И все в доме, по мере сил и возможности, соответствует благородному, утонченному вкусу хозяина, его любви к роскошной простоте. Гр. Софья Андреевна заботится, чтобы никакая житейская мелочь не оскорбляла его, не тревожила. «Все сложное и хлопотливое дело по хозяйству и по управлению делами находится на ее попечении. Помощников у нее нет». А между тем величайший порядок царствует в доме. Кучер Толстых недаром говорил Сергеенке, что графиня «страсть как порядок любит». «Она неутомима и всюду вносит свою живую энергию, домовитость и распорядительность. Стоит ей уехать по делам на день, на два из Ясной Поляны, и сложная машина, называемая „домом“, уже начнет поскрипывать и давать перебои. Она превосходная хозяйка, внимательная, обходительная, хлебосольная. Естся и спится в Ясной Поляне как дома».

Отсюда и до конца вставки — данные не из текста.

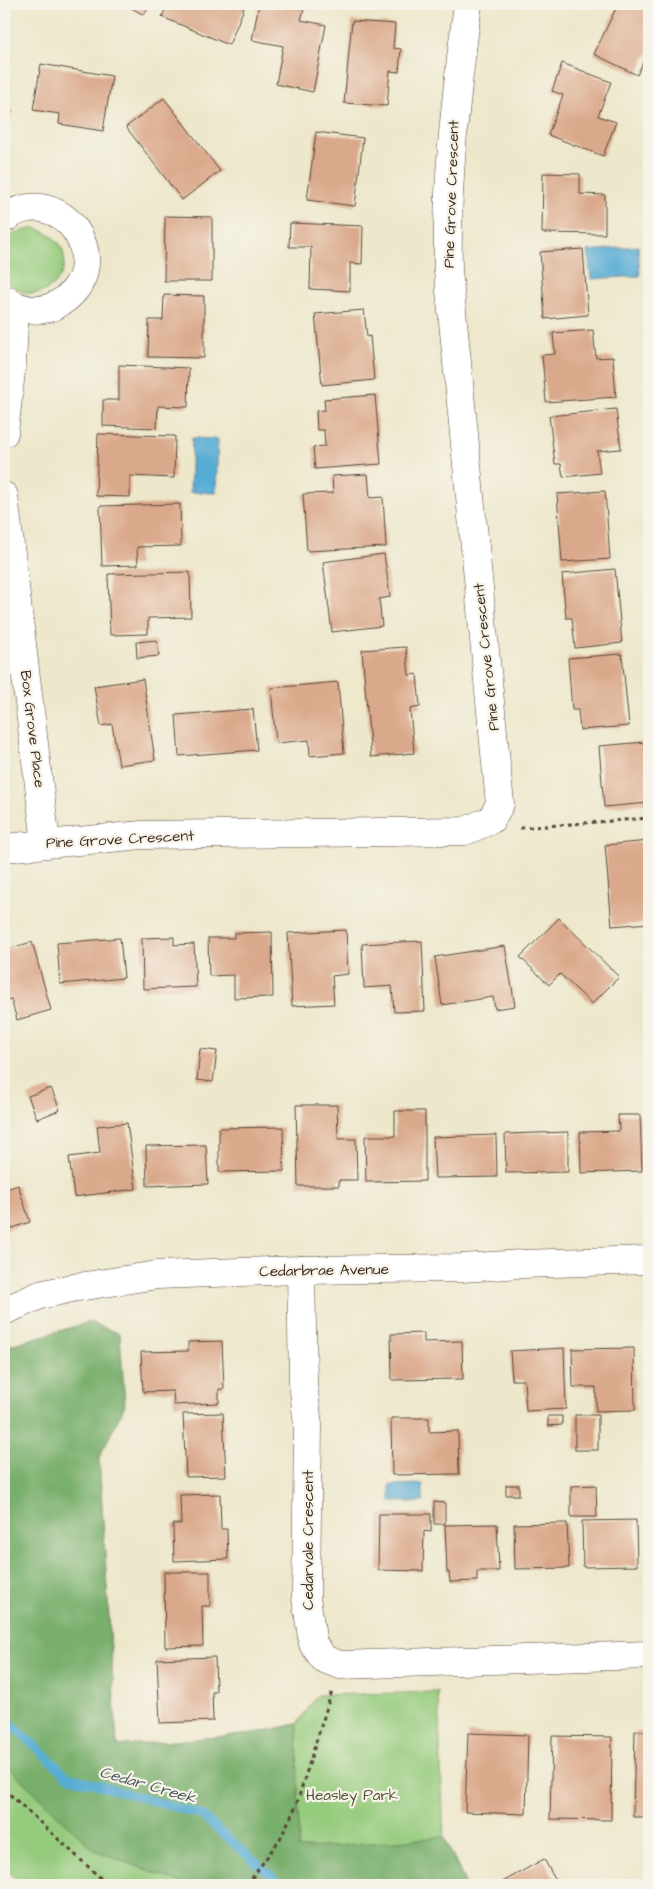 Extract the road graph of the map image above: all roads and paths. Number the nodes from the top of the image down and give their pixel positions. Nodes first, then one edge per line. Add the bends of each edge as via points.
1 (468, 4) edge
2 (4, 219) edge
3 (9, 303) edge
4 (4, 433) edge
5 (4, 496) edge
6 (649, 818) edge
7 (518, 828) dead end
8 (46, 843) junction
9 (4, 848) edge
10 (649, 1260) edge
11 (301, 1270) junction
12 (4, 1311) edge
13 (649, 1655) edge
14 (340, 1665) junction
15 (4, 1789) edge
16 (108, 1885) edge
17 (247, 1885) edge

1 - 8 street, Pine Grove Crescent via 450,150 448,270 500,804 491,820 465,831 142,835
2 - 3 street via 27,208 55,212 70,222 80,237 86,257 79,285 52,307 32,310
3 - 4 street via 12,363
5 - 8 street, Box Grove Place
6 - 7 path
8 - 9 street, Pine Grove Crescent
10 - 11 street, Cedarbrae Avenue via 462,1268
11 - 12 street, Cedarbrae Avenue via 157,1276 104,1282 40,1295
11 - 14 street, Cedarvale Crescent via 303,1383 308,1433 306,1598 313,1644 324,1659
13 - 14 street
14 - 17 path via 296,1806 280,1839
15 - 16 path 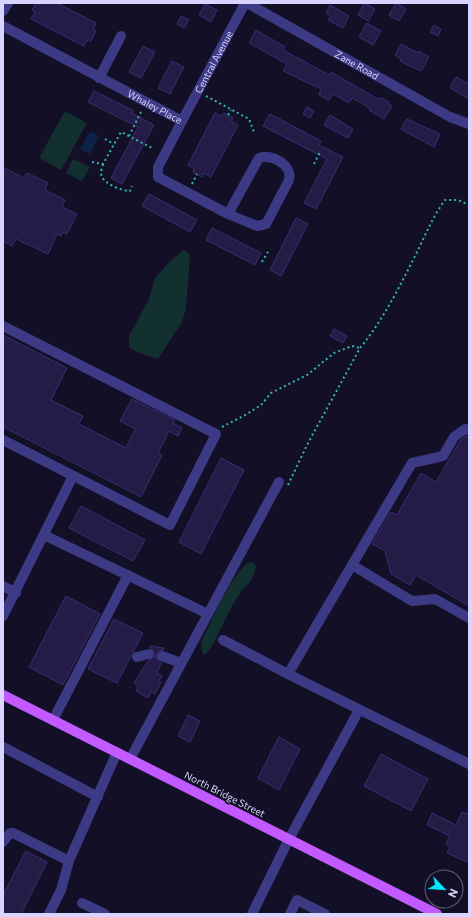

За всегда обильным, умеренно простым и вместе с тем роскошным столом Льву Николаевичу подаются особые растительные блюда. Вегетарианство доставляет графине множество хлопот: «она относится к нему отрицательно и только терпит его в доме, как своего рода крест» — так оно трудно и сложно. Но не ропщет, сама иногда следит на кухне за приготовлением новых блюд, и достигла, наконец, того, что растительный стол в Ясной Поляне так же вкусен, питателен и даже почти так же разнообразен, как мясной. Лев Николаевич, может быть, никогда не узнает, чего ей это стоило, и что такие растительные блюда, какие он имеет, при всей простоте своей, на самом деле, роскошнее, изысканнее мясных, потому что требуют гораздо большей изобретательности, нового творческого искусства, любовного внимания и терпения хозяйки. И уж, конечно, если бы он, подобно дяде Власу, ходил по большим дорогам или, как это он советовал старшему сыну, нанялся бы в батраки к мужику, ему не удалось бы с такою точностью соблюдать вегетарианский пост, может быть, даже пришлось бы поневоле есть запретную «убоину», какую-нибудь селедку или печенку со Смоленского. Зато теперь жидкая овсяная похлебка, которую он любит, едва ли не вкуснее самых дорогих и сложных супов, приготовляемых тысячными поварами; ячменный кофе с миндальным молоком если не так душист, как чистый мокко, зато насколько здоровее. К тому же, телесная усталость, голод и жажда — лучшие приправы блюд: он помнит воду в бруснице, которой после косьбы старый крестьянин угостил однажды Левина.